Farei menção novamente a Bauman (2012), por compartilhar com ele uma proposta que me parece bastante lúcida. Contrapondo-se ao princípio de que na modernidade líquida, por alguns intitulada de ‘pós-modernidade’, nos deparamos com a existência de inúmeras culturas distintas em uma mesma sociedade, o autor inicia a discussão apresentando uma nova faceta na qual a sociedade é culturalmente múltipla. Isso me faz pensar que a ideia inicial era de que a sociedade constituía um espaço amplo que abarcava culturas distintas, devidamente circunscritas aos seus espaços. Sendo assim, o indivíduo teria a opção de manter-se inserido em uma única cultura na qual se sentia fazendo parte; ou transitaria por uma e por outra cultura, dialogando com cada uma delas de acordo com suas necessidades.

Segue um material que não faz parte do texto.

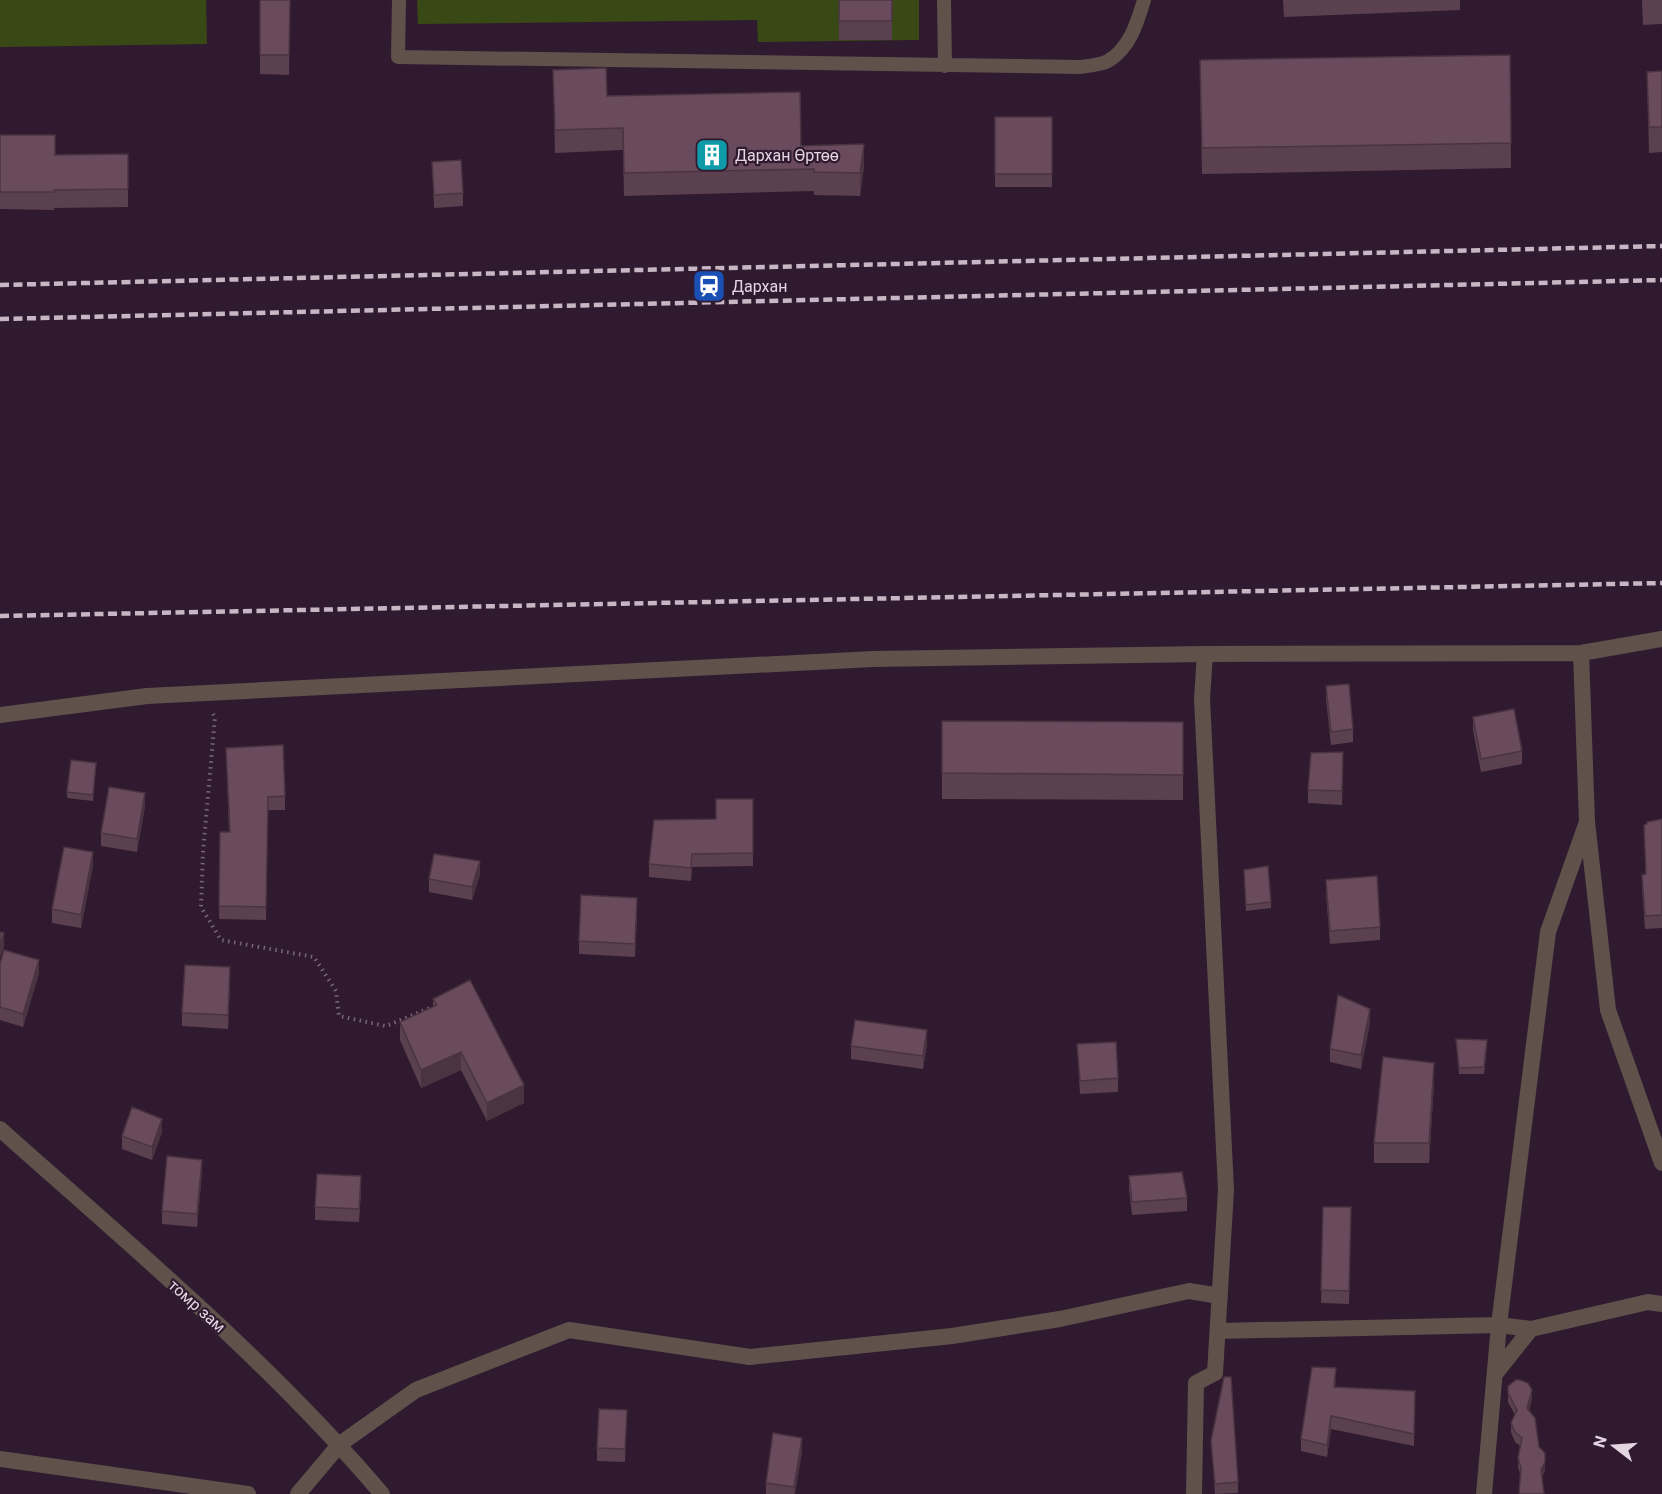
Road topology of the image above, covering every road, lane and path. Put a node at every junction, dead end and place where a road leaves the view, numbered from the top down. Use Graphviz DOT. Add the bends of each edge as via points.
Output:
graph roads {
  1 [pos="399,0"];
  2 [pos="944,0"];
  3 [pos="1144,0"];
  4 [pos="945,66"];
  5 [pos="1662,639"];
  6 [pos="1581,653"];
  7 [pos="1205,654"];
  8 [pos="198,693"];
  9 [pos="0,715"];
  10 [pos="1587,822"];
  11 [pos="430,1008"];
  12 [pos="0,1129"];
  13 [pos="1662,1162"];
  14 [pos="1220,1296"];
  15 [pos="1662,1304"];
  16 [pos="1499,1325"];
  17 [pos="1531,1329"];
  18 [pos="1218,1331"];
  19 [pos="1494,1375"];
  20 [pos="340,1444"];
  21 [pos="0,1459"];
  22 [pos="248,1494"];
  23 [pos="298,1494"];
  24 [pos="382,1494"];
  25 [pos="1194,1494"];
  26 [pos="1484,1494"];
  1 -- 4 [label="lane" via="398,57"];
  2 -- 4 [label="lane"];
  3 -- 4 [label="lane" via="1125,47 1107,62 1080,67"];
  5 -- 6 [label="street"];
  6 -- 7 [label="street"];
  6 -- 10 [label="street"];
  7 -- 8 [label="street" via="873,659"];
  7 -- 14 [label="street" via="1202,698 1226,1190"];
  8 -- 9 [label="street"];
  8 -- 11 [label="path" via="215,717 201,906 221,940 314,957 336,991 339,1016 386,1026"];
  10 -- 13 [label="street" via="1608,1010"];
  10 -- 16 [label="street" via="1548,932"];
  12 -- 20 [label="street, томр зам" via="220,1326"];
  14 -- 18 [label="street"];
  14 -- 20 [label="street" via="1189,1291 1060,1319 952,1336 750,1357 568,1330 416,1390"];
  15 -- 17 [label="street" via="1648,1302"];
  16 -- 17 [label="street"];
  16 -- 18 [label="street"];
  16 -- 19 [label="street"];
  17 -- 19 [label="street"];
  18 -- 25 [label="street" via="1215,1372 1196,1383"];
  19 -- 26 [label="street"];
  20 -- 23 [label="street"];
  20 -- 24 [label="street, томр зам"];
  21 -- 22 [label="street"];
}
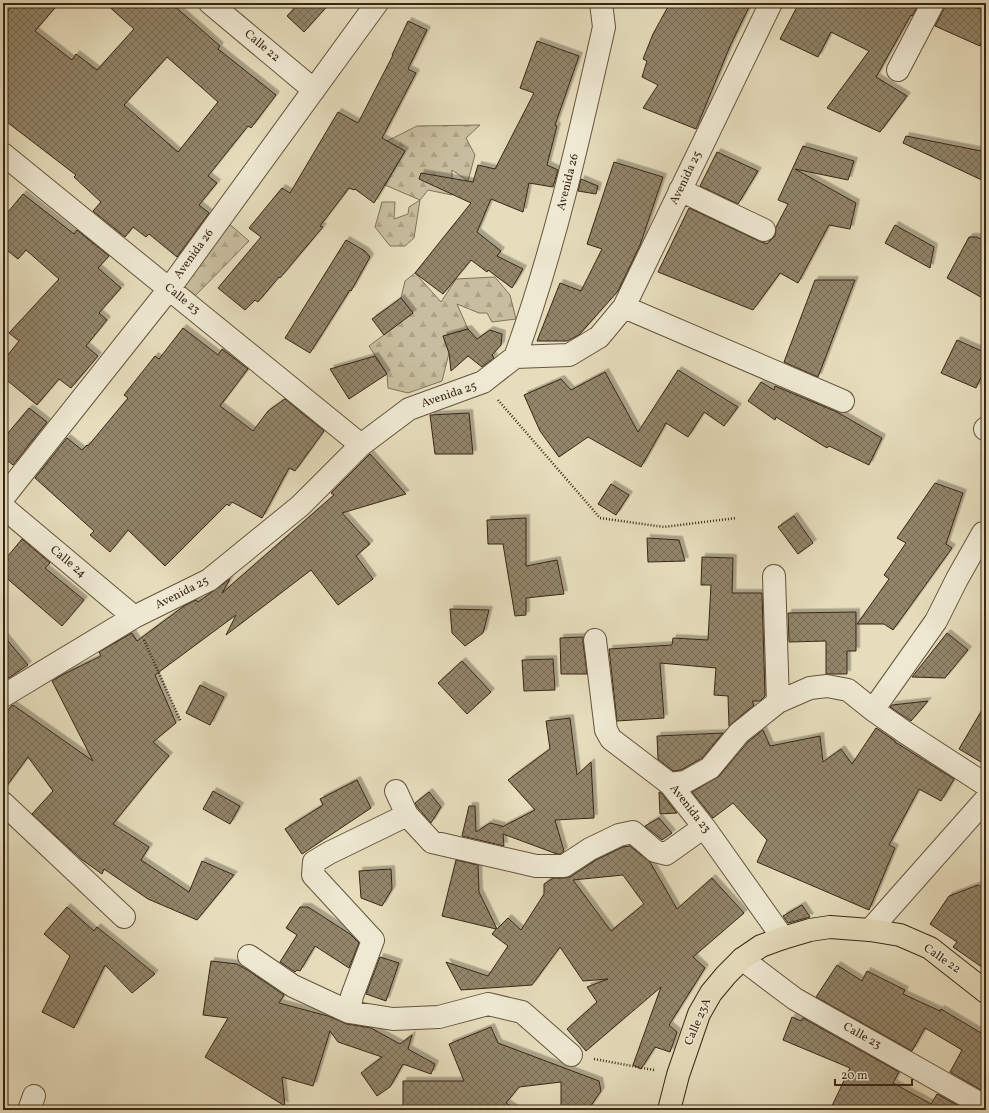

Pois bem, a noção de uma sociedade culturalmente variada permitirá ao indivíduo estar presente na sociedade de uma maneira diferenciada, visto que essa sociedade não está mais configurada a partir de inúmeras culturas compartilhando o mesmo espaço, contendo barragens limitadoras de seus transbordamentos para as outras culturas. Neste sentido, trabalha-se com a perspectiva de que todas as barragens erigidas ruíram-se, desgastaram-se, desdobrando-se na confluência de todas as culturas, interseccionando-se e ocupando, todas ao mesmo tempo, todos os espaços. Desta feita, todas as culturas são elas mesmas, mas também passam a conter parte das outras que a transpassam, nunca mais sendo as mesmas. Logo, Bauman (2012, p. 66), diz que “[...] aceitar ou rejeitar uma forma cultural não é mais algo negociável (se é que já foi); não exige a aceitação ou rejeição de todo o estoque e nem significa uma ‘conversão cultural’.” E, em seguida, afirma:

[O conceito] de identidade não assinala esse cerne estável do self, desenrolando-se do princípio ao fim, sem mudança, através das vicissitudes da história… Nem é esse self coletivo ou verdadeiro se escondendo dentro de muitos outros, mais superficiais ou artificialmente impostos, que um povo com uma história e uma ancestralidade comuns compartilha. As identidades nunca são unificadas, e, na era da modernidade tardia, são cada vez mais fragmentadas e fraturadas; nunca singulares, mas múltiplas, construídas sobre discursos, práticas e posições diferentes, muitas vezes cruzadas e antagônicas. (BAUMAN, 2012, p. 66-67).